Les capacités de réception de la Colombie ont rapidement été submergées par les besoins humanitaires. Le HCR s'efforce de renforcer les réseaux d'abris du pays, d'apporter un conseil juridique et de faciliter l'accès à la nourriture, à l'eau, à l'éducation et aux services de santé aux personnes dans les situations les plus inextricables.
Au centre, la vie de Darlys s'est transformée en l'espace de quelques jours. « Quand je suis arrivée ici, je ne connaissais que deux ou trois personnes. Maintenant, on a l'impression d'être tous voisins », dit-elle. Rassemblées à l'ombre d'une grande bâche bleue, les familles passent beaucoup de temps ensemble, surtout la nuit à jouer aux cartes, à discuter ou à regarder des films sur leurs portables.

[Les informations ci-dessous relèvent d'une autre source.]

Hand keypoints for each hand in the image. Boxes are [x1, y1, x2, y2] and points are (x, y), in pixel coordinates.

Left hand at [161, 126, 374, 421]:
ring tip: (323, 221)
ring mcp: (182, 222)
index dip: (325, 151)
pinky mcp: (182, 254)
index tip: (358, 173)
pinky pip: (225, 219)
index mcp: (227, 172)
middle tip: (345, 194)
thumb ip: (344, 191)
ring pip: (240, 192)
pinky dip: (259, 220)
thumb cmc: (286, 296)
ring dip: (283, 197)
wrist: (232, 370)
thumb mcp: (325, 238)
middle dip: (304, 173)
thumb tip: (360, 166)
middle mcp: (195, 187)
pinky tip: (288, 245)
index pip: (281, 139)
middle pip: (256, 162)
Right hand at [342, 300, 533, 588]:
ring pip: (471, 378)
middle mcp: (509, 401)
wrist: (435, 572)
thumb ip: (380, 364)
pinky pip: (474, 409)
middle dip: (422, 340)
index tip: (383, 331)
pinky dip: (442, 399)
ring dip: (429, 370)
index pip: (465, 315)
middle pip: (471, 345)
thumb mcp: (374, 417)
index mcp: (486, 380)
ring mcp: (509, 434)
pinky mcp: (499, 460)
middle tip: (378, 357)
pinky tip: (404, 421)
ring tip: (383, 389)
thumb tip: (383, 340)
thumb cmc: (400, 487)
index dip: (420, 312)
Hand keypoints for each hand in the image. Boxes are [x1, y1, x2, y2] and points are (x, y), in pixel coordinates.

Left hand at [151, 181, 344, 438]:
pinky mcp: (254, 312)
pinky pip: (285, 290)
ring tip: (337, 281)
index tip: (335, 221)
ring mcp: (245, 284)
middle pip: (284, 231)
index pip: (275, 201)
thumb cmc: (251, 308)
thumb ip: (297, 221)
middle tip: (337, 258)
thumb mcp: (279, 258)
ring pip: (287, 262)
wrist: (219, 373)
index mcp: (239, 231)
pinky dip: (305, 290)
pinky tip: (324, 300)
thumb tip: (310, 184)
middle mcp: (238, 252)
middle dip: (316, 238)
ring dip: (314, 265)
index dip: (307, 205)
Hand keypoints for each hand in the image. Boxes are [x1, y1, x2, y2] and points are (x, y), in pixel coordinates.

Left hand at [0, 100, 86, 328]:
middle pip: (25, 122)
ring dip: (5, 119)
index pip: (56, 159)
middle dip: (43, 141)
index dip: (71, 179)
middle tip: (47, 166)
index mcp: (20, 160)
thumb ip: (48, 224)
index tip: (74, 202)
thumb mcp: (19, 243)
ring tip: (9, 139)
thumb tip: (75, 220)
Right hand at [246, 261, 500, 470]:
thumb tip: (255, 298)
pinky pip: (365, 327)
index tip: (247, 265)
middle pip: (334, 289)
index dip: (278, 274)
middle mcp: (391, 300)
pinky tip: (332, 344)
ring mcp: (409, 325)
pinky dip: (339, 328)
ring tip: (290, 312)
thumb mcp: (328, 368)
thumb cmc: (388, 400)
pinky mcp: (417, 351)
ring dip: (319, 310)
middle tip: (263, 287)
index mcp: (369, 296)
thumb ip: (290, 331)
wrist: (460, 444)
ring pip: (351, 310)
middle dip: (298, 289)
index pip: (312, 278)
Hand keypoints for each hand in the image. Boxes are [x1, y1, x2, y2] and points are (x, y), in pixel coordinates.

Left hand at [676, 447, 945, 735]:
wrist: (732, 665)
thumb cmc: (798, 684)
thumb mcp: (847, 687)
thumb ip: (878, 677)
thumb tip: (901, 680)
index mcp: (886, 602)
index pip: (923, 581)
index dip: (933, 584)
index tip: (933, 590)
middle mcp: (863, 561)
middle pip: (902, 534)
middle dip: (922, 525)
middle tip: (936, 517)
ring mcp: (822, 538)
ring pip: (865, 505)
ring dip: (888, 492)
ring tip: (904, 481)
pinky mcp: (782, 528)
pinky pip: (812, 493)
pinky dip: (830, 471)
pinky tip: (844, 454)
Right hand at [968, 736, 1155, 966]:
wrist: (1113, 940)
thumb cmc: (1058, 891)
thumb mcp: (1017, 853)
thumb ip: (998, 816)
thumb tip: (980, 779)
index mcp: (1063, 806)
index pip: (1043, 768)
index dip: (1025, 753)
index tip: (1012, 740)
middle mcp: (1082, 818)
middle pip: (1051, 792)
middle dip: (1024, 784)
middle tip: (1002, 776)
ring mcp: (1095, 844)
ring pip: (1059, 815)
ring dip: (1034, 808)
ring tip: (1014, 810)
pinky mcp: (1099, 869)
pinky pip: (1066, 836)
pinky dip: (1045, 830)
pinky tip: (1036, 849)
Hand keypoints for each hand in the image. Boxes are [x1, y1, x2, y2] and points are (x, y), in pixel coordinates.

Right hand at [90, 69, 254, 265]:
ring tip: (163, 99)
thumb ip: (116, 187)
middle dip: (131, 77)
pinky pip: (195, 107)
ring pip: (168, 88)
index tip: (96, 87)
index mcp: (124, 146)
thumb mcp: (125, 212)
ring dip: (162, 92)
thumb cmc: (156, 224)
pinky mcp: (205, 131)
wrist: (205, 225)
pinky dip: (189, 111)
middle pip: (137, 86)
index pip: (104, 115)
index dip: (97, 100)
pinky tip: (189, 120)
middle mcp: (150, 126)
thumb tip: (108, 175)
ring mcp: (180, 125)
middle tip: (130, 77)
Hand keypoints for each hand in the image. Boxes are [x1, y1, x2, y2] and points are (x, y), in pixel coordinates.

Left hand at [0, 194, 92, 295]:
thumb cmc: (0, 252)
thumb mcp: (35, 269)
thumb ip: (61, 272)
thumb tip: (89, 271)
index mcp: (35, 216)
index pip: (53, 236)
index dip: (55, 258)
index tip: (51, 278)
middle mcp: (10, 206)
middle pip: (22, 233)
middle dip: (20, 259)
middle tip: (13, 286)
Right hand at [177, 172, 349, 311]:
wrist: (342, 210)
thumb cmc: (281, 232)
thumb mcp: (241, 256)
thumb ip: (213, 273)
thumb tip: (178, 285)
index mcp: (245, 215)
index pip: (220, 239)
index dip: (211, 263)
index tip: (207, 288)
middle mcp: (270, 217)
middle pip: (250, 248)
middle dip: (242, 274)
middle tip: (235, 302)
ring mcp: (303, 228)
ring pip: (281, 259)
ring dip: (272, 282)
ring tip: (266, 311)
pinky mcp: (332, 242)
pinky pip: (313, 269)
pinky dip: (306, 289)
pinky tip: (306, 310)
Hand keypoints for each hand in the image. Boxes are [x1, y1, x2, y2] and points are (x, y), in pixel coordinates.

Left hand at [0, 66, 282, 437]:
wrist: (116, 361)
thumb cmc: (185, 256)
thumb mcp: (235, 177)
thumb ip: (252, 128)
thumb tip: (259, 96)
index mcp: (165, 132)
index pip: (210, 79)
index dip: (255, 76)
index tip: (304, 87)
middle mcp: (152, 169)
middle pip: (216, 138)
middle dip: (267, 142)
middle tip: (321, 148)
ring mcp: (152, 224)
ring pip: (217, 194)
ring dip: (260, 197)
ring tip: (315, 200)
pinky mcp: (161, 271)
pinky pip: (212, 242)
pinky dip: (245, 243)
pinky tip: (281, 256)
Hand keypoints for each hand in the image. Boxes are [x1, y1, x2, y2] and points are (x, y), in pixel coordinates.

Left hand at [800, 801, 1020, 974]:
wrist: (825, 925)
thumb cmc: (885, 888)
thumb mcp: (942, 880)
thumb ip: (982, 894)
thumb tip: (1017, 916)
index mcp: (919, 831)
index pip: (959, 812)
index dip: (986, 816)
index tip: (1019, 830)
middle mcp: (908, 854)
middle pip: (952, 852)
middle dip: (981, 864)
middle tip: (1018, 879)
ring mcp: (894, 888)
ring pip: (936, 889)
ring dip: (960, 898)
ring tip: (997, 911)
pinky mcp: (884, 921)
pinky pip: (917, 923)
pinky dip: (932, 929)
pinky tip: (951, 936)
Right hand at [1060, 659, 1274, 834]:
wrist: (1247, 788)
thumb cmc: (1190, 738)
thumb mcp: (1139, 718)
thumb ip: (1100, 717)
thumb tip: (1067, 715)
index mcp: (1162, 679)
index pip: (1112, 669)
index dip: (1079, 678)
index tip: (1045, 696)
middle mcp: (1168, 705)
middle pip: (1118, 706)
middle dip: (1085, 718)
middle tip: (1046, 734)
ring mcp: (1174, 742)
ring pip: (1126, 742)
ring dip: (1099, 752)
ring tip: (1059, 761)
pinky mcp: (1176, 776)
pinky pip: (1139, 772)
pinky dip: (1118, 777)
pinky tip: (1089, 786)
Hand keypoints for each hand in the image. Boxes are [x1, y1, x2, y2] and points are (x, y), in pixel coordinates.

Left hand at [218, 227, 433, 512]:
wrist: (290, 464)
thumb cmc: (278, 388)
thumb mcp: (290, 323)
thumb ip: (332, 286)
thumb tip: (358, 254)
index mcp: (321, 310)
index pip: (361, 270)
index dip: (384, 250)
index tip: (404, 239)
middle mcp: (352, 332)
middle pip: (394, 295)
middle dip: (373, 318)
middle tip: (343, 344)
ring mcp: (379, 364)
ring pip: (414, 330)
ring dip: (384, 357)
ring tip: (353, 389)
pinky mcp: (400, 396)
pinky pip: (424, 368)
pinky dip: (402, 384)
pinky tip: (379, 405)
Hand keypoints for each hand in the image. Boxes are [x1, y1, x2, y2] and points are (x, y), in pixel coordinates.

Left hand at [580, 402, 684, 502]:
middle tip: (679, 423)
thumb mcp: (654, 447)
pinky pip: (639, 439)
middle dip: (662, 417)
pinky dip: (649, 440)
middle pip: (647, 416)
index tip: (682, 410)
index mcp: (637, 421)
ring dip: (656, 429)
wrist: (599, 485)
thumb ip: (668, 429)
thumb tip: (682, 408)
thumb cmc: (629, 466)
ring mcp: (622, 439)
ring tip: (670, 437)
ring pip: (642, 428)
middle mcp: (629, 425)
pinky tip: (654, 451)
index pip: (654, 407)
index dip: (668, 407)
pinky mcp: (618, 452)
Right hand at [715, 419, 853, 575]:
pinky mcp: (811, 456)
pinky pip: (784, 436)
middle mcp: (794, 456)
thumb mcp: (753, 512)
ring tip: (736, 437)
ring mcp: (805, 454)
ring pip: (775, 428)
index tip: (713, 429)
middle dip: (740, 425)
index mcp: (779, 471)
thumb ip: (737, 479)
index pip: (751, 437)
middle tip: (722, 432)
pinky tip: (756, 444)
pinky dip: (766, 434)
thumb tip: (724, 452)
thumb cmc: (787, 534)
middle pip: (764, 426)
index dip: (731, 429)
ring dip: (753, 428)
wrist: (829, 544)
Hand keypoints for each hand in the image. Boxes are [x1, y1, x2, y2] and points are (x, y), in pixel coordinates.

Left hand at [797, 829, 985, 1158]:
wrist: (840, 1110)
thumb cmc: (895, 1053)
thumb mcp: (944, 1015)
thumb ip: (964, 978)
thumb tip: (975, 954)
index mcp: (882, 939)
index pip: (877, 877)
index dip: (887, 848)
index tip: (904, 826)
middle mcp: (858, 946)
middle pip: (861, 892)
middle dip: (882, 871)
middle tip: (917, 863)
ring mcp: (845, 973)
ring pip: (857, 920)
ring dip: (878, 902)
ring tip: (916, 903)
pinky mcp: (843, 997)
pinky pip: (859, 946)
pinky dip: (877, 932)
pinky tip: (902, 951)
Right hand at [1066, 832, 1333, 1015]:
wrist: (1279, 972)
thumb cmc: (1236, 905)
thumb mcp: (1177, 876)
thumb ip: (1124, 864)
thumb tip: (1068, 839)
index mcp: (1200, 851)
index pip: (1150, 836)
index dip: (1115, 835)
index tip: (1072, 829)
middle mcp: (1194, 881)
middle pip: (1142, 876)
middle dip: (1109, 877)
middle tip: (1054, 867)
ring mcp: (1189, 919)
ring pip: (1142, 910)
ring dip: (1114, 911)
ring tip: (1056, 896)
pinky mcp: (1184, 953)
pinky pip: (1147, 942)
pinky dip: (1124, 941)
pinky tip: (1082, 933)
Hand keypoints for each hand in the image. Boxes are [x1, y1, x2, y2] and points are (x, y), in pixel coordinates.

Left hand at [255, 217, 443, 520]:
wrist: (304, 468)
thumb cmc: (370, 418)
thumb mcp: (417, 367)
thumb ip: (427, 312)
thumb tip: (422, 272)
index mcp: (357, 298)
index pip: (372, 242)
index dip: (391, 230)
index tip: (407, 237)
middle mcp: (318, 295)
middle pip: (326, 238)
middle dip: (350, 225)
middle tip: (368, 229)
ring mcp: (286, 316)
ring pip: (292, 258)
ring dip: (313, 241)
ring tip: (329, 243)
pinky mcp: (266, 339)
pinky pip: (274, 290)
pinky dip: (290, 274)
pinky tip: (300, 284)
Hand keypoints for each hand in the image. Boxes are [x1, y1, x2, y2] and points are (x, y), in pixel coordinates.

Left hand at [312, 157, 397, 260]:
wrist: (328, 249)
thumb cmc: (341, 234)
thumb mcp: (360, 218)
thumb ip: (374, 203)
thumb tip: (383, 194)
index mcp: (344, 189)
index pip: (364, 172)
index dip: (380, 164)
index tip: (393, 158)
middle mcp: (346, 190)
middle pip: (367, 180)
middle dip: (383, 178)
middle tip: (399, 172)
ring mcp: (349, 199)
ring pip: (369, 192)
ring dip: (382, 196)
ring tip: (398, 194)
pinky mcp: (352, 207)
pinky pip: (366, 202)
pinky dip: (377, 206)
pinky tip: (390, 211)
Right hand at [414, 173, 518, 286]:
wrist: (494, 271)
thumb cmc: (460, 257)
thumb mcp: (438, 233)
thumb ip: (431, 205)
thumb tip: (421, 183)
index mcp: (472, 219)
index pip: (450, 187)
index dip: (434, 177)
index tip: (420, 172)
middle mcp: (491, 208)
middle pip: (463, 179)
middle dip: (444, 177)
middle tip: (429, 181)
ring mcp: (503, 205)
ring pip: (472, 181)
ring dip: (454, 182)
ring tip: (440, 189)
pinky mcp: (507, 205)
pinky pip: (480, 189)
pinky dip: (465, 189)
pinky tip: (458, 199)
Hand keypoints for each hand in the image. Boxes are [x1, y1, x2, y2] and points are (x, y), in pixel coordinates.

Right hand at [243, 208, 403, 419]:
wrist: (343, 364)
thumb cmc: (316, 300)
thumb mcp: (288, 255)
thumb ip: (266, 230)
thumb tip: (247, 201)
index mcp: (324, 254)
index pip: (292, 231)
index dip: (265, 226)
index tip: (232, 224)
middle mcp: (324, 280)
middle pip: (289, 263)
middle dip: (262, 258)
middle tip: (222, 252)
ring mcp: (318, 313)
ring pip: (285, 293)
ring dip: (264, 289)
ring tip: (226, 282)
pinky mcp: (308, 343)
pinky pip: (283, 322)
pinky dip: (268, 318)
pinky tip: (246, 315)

Luis se sent mieux maintenant. À l'hôpital de Maicao, Darlys a pu se procurer les médicaments qu’il doit prendre régulièrement pour traiter sa maladie rénale et l'équipe médicale du centre le garde en observation.
Ses deux enfants, Luis et Adolfo, sont beaucoup plus heureux aujourd'hui. Tous les après-midi, ils participent à de joyeuses activités de loisir organisées par les associations et ils se sont fait de nouveaux amis. Elle économise aussi pour payer leurs frais de scolarité. « C'est pour ça que je me bats tous les jours », explique-t-elle. « Leur éducation, ça passe avant tout le reste. »
« Ici, je n'ai pas peur de m'endormir la nuit », dit-elle. Ici, nous sommes en sécurité. »
* Noms modifiés pour des raisons de protection.